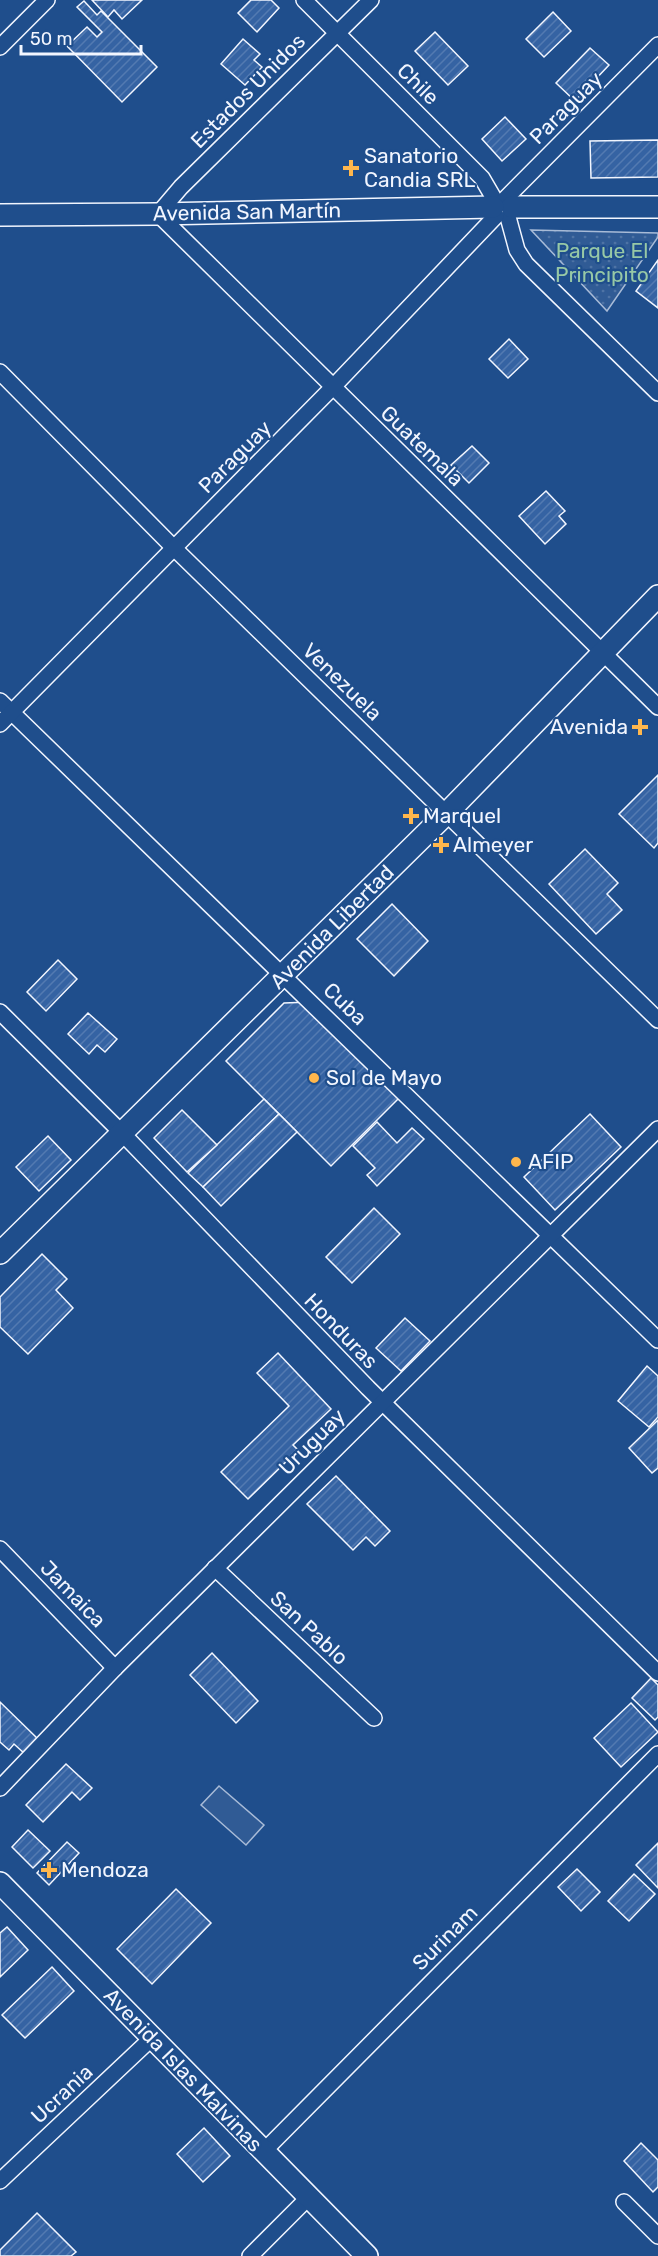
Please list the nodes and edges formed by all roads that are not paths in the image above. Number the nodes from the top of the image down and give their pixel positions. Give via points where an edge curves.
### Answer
1 (47, 0) edge
2 (304, 0) edge
3 (371, 0) edge
4 (337, 33) junction
5 (658, 45) edge
6 (0, 47) edge
7 (658, 207) edge
8 (502, 208) junction
9 (0, 214) edge
10 (158, 214) junction
11 (0, 372) edge
12 (332, 388) junction
13 (658, 393) edge
14 (174, 548) junction
15 (658, 596) edge
16 (604, 653) junction
17 (0, 700) edge
18 (658, 707) edge
19 (12, 712) junction
20 (0, 724) edge
21 (447, 813) junction
22 (284, 974) junction
23 (0, 1012) edge
24 (658, 1020) edge
25 (658, 1130) edge
26 (123, 1134) junction
27 (552, 1236) junction
28 (0, 1253) edge
29 (658, 1341) edge
30 (381, 1402) junction
31 (0, 1549) edge
32 (215, 1568) junction
33 (115, 1668) junction
34 (658, 1673) edge
35 (374, 1718) dead end
36 (658, 1754) edge
37 (0, 1788) edge
38 (0, 1883) edge
39 (153, 2037) junction
40 (263, 2152) junction
41 (0, 2181) edge
42 (308, 2198) junction
43 (624, 2202) dead end
44 (658, 2236) edge
45 (250, 2256) edge
46 (367, 2256) edge

1 - 6 street
2 - 4 street, Chile
3 - 4 street, Estados Unidos
4 - 8 street, Chile via 482,178
4 - 10 street, Estados Unidos
5 - 8 street, Paraguay
7 - 8 main road, Avenida San Martín
8 - 10 main road, Avenida San Martín
8 - 12 street, Paraguay
8 - 13 street, Chile via 526,264
9 - 10 main road, Avenida San Martín
10 - 12 street, Guatemala
11 - 14 street, Venezuela
12 - 14 street, Paraguay
12 - 16 street, Guatemala
14 - 19 street, Paraguay
14 - 21 street, Venezuela
15 - 16 main road, Avenida Libertad
16 - 18 street, Guatemala
16 - 21 main road, Avenida Libertad
17 - 19 street, Cuba
19 - 20 street, Paraguay
19 - 22 street, Cuba
21 - 22 main road, Avenida Libertad
21 - 24 street, Venezuela
22 - 26 main road, Avenida Libertad
22 - 27 street, Cuba
23 - 26 street, Honduras
25 - 27 street, Uruguay
26 - 28 main road, Avenida Libertad
26 - 30 street, Honduras
27 - 29 street, Cuba
27 - 30 street, Uruguay
30 - 32 street, Uruguay
30 - 34 street, Honduras
31 - 33 street, Jamaica
32 - 33 street, Uruguay
32 - 35 street, San Pablo
33 - 37 street, Uruguay
36 - 40 street, Surinam
38 - 39 main road, Avenida Islas Malvinas
39 - 40 main road, Avenida Islas Malvinas
39 - 41 street, Ucrania
40 - 42 main road, Avenida Islas Malvinas
42 - 45 street
42 - 46 main road, Avenida Islas Malvinas
43 - 44 street

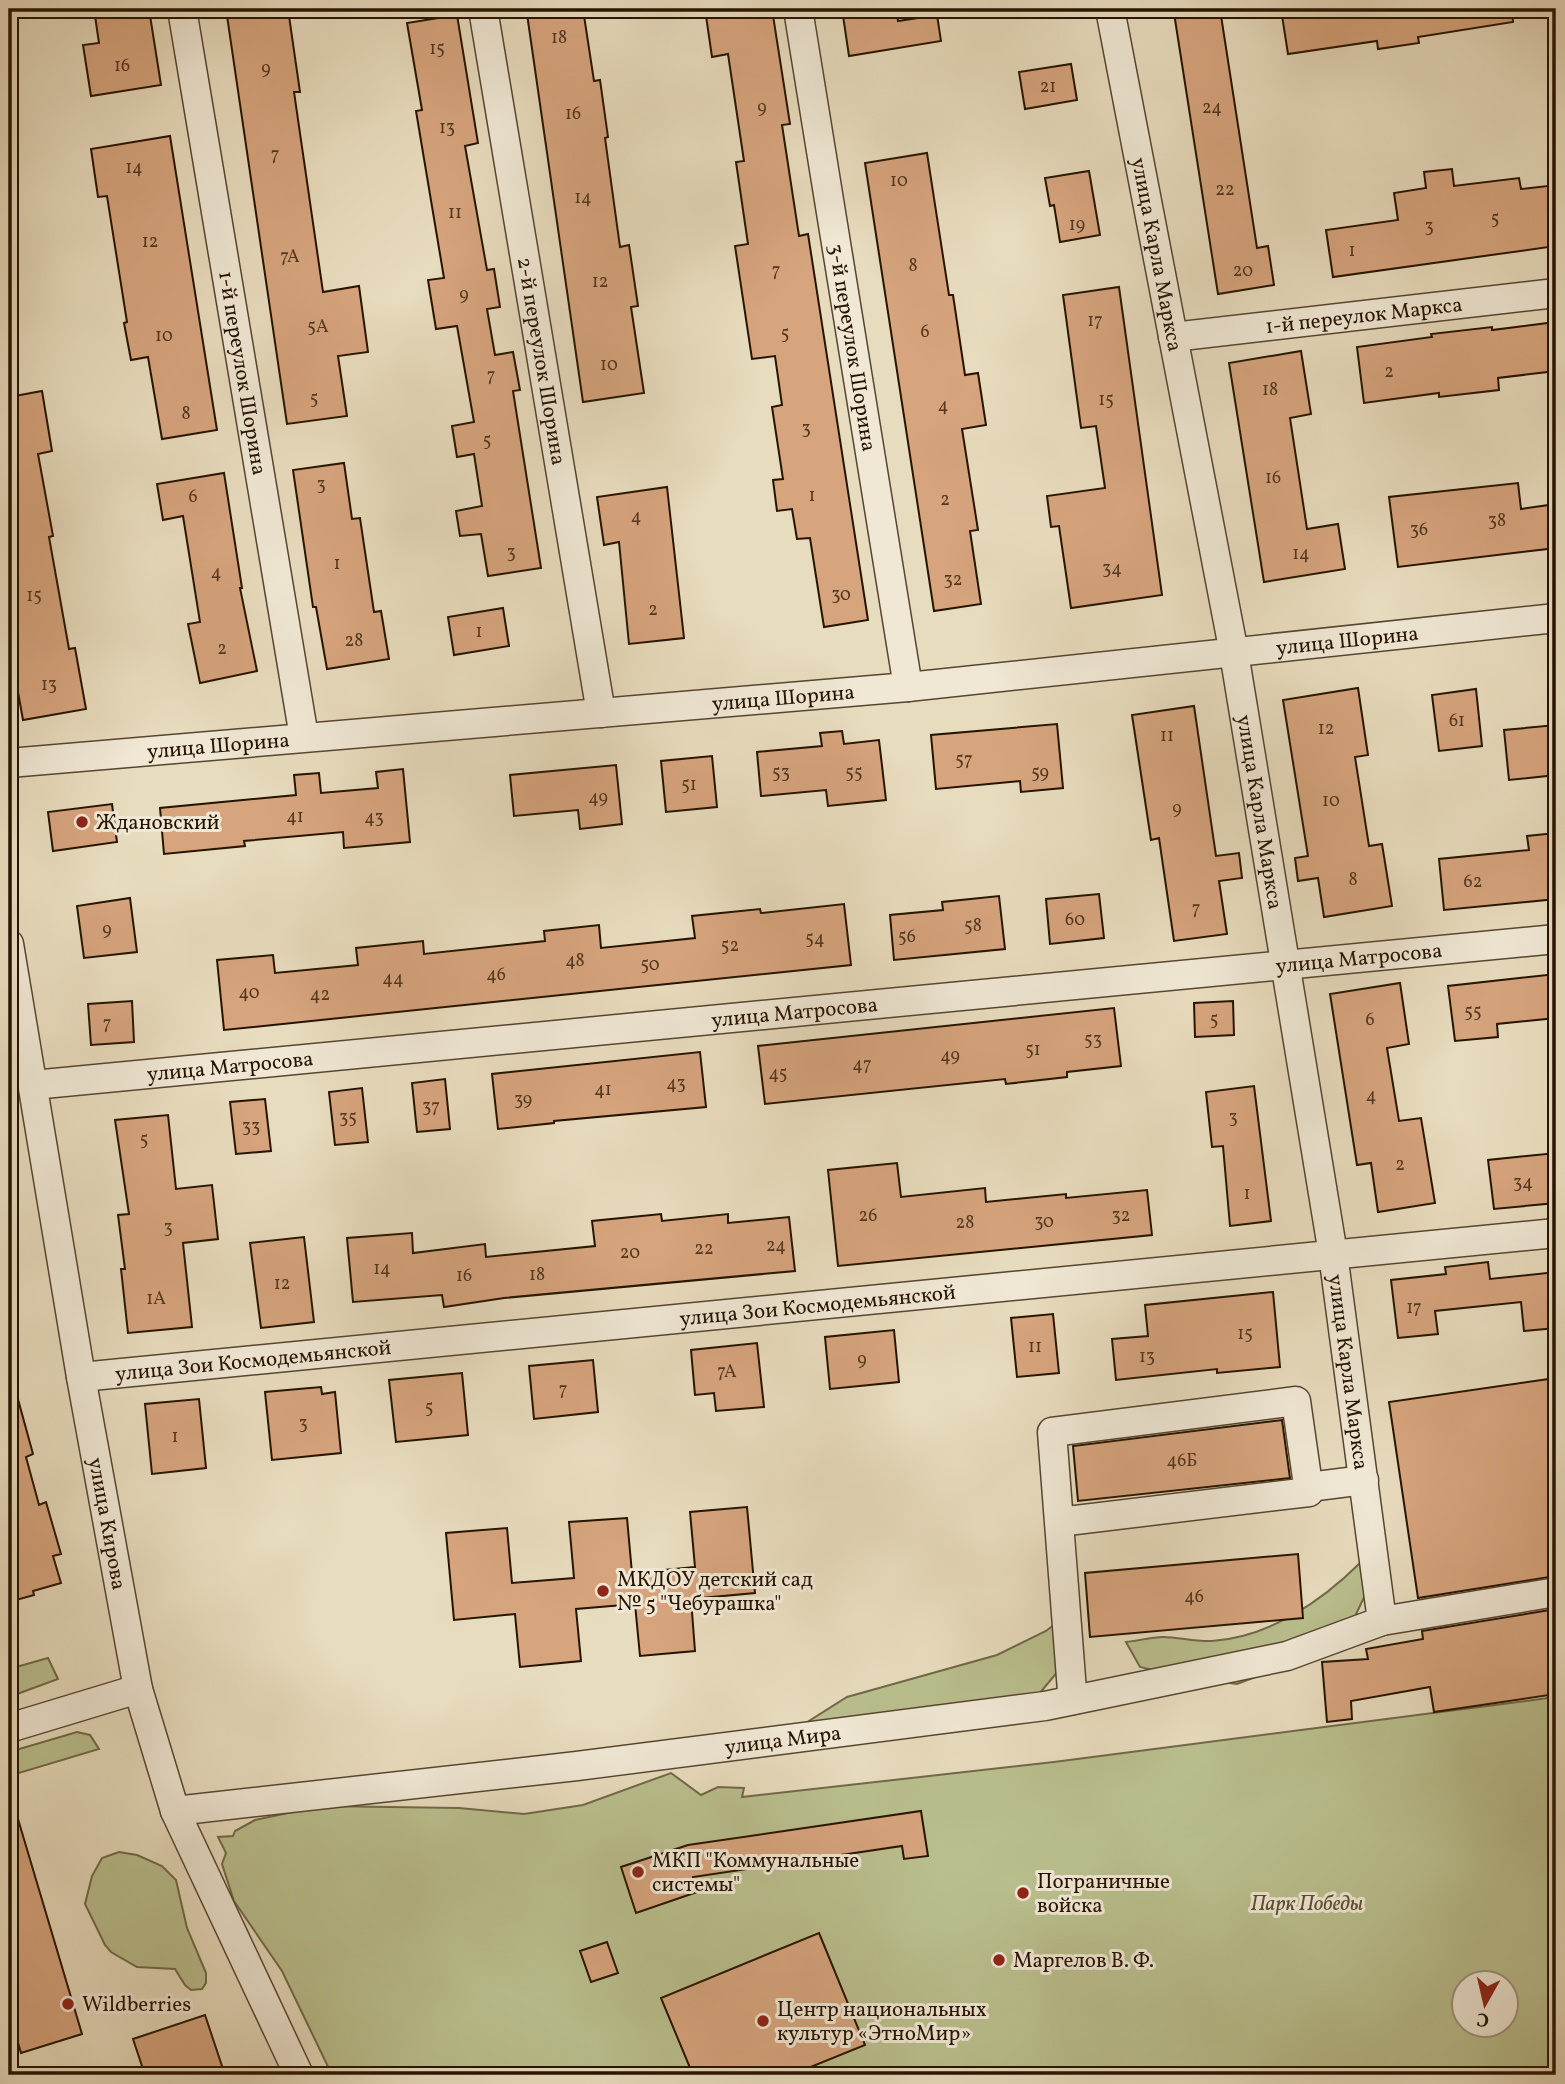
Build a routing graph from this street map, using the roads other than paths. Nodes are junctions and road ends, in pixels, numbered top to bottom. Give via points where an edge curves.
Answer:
1 (181, 9) edge
2 (483, 9) edge
3 (799, 9) edge
4 (1111, 9) edge
5 (1556, 293) edge
6 (1173, 337) junction
7 (1556, 618) edge
8 (1234, 653) junction
9 (908, 687) junction
10 (601, 713) junction
11 (304, 737) junction
12 (9, 763) edge
13 (1556, 939) edge
14 (9, 944) edge
15 (1286, 966) junction
16 (33, 1084) junction
17 (1556, 1233) edge
18 (1333, 1254) junction
19 (80, 1377) junction
20 (1364, 1480) junction
21 (1309, 1487) junction
22 (1059, 1522) junction
23 (1556, 1592) edge
24 (1382, 1621) junction
25 (138, 1689) junction
26 (1073, 1700) junction
27 (9, 1728) edge
28 (175, 1811) junction
29 (299, 2075) edge

1 - 11 street, 1-й переулок Шорина
2 - 10 street, 2-й переулок Шорина
3 - 9 street, 3-й переулок Шорина
4 - 6 street, улица Карла Маркса
5 - 6 street, 1-й переулок Маркса
6 - 8 street, улица Карла Маркса
7 - 8 street, улица Шорина
8 - 9 street, улица Шорина
8 - 15 street, улица Карла Маркса
9 - 10 street, улица Шорина
10 - 11 street, улица Шорина
11 - 12 street, улица Шорина
13 - 15 street, улица Матросова
14 - 16 street, улица Кирова
15 - 16 street, улица Матросова
15 - 18 street, улица Карла Маркса
16 - 19 street, улица Кирова
17 - 18 street, улица Зои Космодемьянской
18 - 19 street, улица Зои Космодемьянской
18 - 20 street, улица Карла Маркса
19 - 25 street, улица Кирова
20 - 21 street
20 - 24 street, улица Карла Маркса
21 - 22 street via 1310,1492
21 - 22 street via 1296,1401 1052,1432
22 - 26 street
23 - 24 street, улица Мира
24 - 26 street, улица Мира via 1287,1656
25 - 27 street
25 - 28 street, улица Кирова
26 - 28 street, улица Мира via 578,1766
28 - 29 street, улица Кирова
□ □ □ □ □
About this exercise:
Give the data above again exactly. Leave the pictures out.

Task result:
Please list the nodes and edges formed by all roads that are not paths in the image above. Number the nodes from the top of the image down and give their pixel positions. Give via points where an edge curves.
### Answer
1 (47, 0) edge
2 (304, 0) edge
3 (371, 0) edge
4 (337, 33) junction
5 (658, 45) edge
6 (0, 47) edge
7 (658, 207) edge
8 (502, 208) junction
9 (0, 214) edge
10 (158, 214) junction
11 (0, 372) edge
12 (332, 388) junction
13 (658, 393) edge
14 (174, 548) junction
15 (658, 596) edge
16 (604, 653) junction
17 (0, 700) edge
18 (658, 707) edge
19 (12, 712) junction
20 (0, 724) edge
21 (447, 813) junction
22 (284, 974) junction
23 (0, 1012) edge
24 (658, 1020) edge
25 (658, 1130) edge
26 (123, 1134) junction
27 (552, 1236) junction
28 (0, 1253) edge
29 (658, 1341) edge
30 (381, 1402) junction
31 (0, 1549) edge
32 (215, 1568) junction
33 (115, 1668) junction
34 (658, 1673) edge
35 (374, 1718) dead end
36 (658, 1754) edge
37 (0, 1788) edge
38 (0, 1883) edge
39 (153, 2037) junction
40 (263, 2152) junction
41 (0, 2181) edge
42 (308, 2198) junction
43 (624, 2202) dead end
44 (658, 2236) edge
45 (250, 2256) edge
46 (367, 2256) edge

1 - 6 street
2 - 4 street, Chile
3 - 4 street, Estados Unidos
4 - 8 street, Chile via 482,178
4 - 10 street, Estados Unidos
5 - 8 street, Paraguay
7 - 8 main road, Avenida San Martín
8 - 10 main road, Avenida San Martín
8 - 12 street, Paraguay
8 - 13 street, Chile via 526,264
9 - 10 main road, Avenida San Martín
10 - 12 street, Guatemala
11 - 14 street, Venezuela
12 - 14 street, Paraguay
12 - 16 street, Guatemala
14 - 19 street, Paraguay
14 - 21 street, Venezuela
15 - 16 main road, Avenida Libertad
16 - 18 street, Guatemala
16 - 21 main road, Avenida Libertad
17 - 19 street, Cuba
19 - 20 street, Paraguay
19 - 22 street, Cuba
21 - 22 main road, Avenida Libertad
21 - 24 street, Venezuela
22 - 26 main road, Avenida Libertad
22 - 27 street, Cuba
23 - 26 street, Honduras
25 - 27 street, Uruguay
26 - 28 main road, Avenida Libertad
26 - 30 street, Honduras
27 - 29 street, Cuba
27 - 30 street, Uruguay
30 - 32 street, Uruguay
30 - 34 street, Honduras
31 - 33 street, Jamaica
32 - 33 street, Uruguay
32 - 35 street, San Pablo
33 - 37 street, Uruguay
36 - 40 street, Surinam
38 - 39 main road, Avenida Islas Malvinas
39 - 40 main road, Avenida Islas Malvinas
39 - 41 street, Ucrania
40 - 42 main road, Avenida Islas Malvinas
42 - 45 street
42 - 46 main road, Avenida Islas Malvinas
43 - 44 street

Build a routing graph from this street map, using the roads other than paths. Nodes are junctions and road ends, in pixels, numbered top to bottom. Give via points where an edge curves.
Answer:
1 (181, 9) edge
2 (483, 9) edge
3 (799, 9) edge
4 (1111, 9) edge
5 (1556, 293) edge
6 (1173, 337) junction
7 (1556, 618) edge
8 (1234, 653) junction
9 (908, 687) junction
10 (601, 713) junction
11 (304, 737) junction
12 (9, 763) edge
13 (1556, 939) edge
14 (9, 944) edge
15 (1286, 966) junction
16 (33, 1084) junction
17 (1556, 1233) edge
18 (1333, 1254) junction
19 (80, 1377) junction
20 (1364, 1480) junction
21 (1309, 1487) junction
22 (1059, 1522) junction
23 (1556, 1592) edge
24 (1382, 1621) junction
25 (138, 1689) junction
26 (1073, 1700) junction
27 (9, 1728) edge
28 (175, 1811) junction
29 (299, 2075) edge

1 - 11 street, 1-й переулок Шорина
2 - 10 street, 2-й переулок Шорина
3 - 9 street, 3-й переулок Шорина
4 - 6 street, улица Карла Маркса
5 - 6 street, 1-й переулок Маркса
6 - 8 street, улица Карла Маркса
7 - 8 street, улица Шорина
8 - 9 street, улица Шорина
8 - 15 street, улица Карла Маркса
9 - 10 street, улица Шорина
10 - 11 street, улица Шорина
11 - 12 street, улица Шорина
13 - 15 street, улица Матросова
14 - 16 street, улица Кирова
15 - 16 street, улица Матросова
15 - 18 street, улица Карла Маркса
16 - 19 street, улица Кирова
17 - 18 street, улица Зои Космодемьянской
18 - 19 street, улица Зои Космодемьянской
18 - 20 street, улица Карла Маркса
19 - 25 street, улица Кирова
20 - 21 street
20 - 24 street, улица Карла Маркса
21 - 22 street via 1310,1492
21 - 22 street via 1296,1401 1052,1432
22 - 26 street
23 - 24 street, улица Мира
24 - 26 street, улица Мира via 1287,1656
25 - 27 street
25 - 28 street, улица Кирова
26 - 28 street, улица Мира via 578,1766
28 - 29 street, улица Кирова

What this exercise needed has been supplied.